Xiaomi Redmi Note 4 (Global Edition) — £130–170

I rave about this phone to everyone who’ll listen. I’ve owned most of the Nexuses, a OnePlus 3T and OnePlus One, and a few other phones, and this is clearly the best for my needs I’ve ever had.

The reason is that the battery is extraordinary and the price is very low at around £130–170 (depending on whether you go for 3GB or 4GB RAM). Thanks to the phone’s energy-efficient processor (a Snapdragon 625) and large battery I can typically finish a day of heavy usage (ie, using it constantly when I’m not at my desk at work) with 30% or so of battery left over. It’s sufficiently fast for a normal person’s use and has a nice, accurate fingerprint scanner on the back. There are two downsides: it uses a weird Android skin (which I found annoying) and its camera is very bad in low and indoor light. Both of these problems can be solved by unlocking the phone and installing a custom ROM — not only can you pretty easily install stock Android, there’s also a modded camera app that drastically improves the quality of photos.

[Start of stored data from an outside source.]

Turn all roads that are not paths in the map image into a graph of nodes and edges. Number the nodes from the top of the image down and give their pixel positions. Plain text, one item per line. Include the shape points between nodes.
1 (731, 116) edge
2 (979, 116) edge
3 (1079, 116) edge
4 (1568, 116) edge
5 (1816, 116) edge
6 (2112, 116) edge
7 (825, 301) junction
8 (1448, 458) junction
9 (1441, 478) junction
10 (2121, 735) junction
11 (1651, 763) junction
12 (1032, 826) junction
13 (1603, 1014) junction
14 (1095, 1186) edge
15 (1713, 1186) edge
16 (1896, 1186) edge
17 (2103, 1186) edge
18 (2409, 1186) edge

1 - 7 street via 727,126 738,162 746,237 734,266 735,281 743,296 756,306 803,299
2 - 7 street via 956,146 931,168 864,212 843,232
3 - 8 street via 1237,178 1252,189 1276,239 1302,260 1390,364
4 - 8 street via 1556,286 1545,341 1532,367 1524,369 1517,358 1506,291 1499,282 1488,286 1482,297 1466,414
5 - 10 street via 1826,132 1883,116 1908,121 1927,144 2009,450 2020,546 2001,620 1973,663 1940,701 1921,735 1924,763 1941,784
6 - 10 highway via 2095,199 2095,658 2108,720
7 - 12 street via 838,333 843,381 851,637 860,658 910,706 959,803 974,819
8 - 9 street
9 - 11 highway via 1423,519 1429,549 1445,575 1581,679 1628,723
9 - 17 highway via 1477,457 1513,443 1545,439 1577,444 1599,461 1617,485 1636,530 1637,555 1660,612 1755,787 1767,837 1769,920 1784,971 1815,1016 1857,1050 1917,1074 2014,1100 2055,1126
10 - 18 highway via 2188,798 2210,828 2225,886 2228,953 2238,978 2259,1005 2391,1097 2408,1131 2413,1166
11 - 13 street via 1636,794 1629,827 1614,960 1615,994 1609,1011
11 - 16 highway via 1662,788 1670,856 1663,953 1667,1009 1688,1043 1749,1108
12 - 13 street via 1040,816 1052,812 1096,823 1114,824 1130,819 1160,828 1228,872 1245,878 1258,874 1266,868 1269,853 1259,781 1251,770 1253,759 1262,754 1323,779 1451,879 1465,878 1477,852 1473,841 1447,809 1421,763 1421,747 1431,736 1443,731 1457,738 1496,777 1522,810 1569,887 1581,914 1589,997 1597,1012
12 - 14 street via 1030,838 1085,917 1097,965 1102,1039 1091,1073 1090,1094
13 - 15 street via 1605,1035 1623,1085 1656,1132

It has to be imported from China, so it takes a little while to come, and make sure you’re buying the Global Edition or it will not work with all UK 4G bands. I bought mine from HonorBuy without problems but I think The Solution Shop is probably a better bet.

Update: You might want to consider the Xiaomi Mi A1, which runs stock Android out of the box, but the battery is worse and it costs more. If you can’t be bothered to unlock the Note 4 and install stock Android the A1 might be better though.

Update 2: Xiaomi have announced a phone that seems like the spiritual successor to the RN4, the Redmi Note 5 Pro. This isn’t out yet at the time of writing, and so far it doesn’t have support for LTE bands that we use in the West, but if it comes out supporting those it will overtake the RN5 as my recommended phone buy. I should also admit that I’ve recently bought a much more expensive phone, the Google Pixel 2 XL. It’s a bit worse in terms of battery life but runs more quickly, has a far better camera and has good software support — but it costs a whopping £750. I’m happy with the purchase so far, but would only recommend it to people who are on their phones for 5+ hours a day and are willing to pay a substantial premium for a slightly improved experience. The RN4 and RN5+ are still much better value.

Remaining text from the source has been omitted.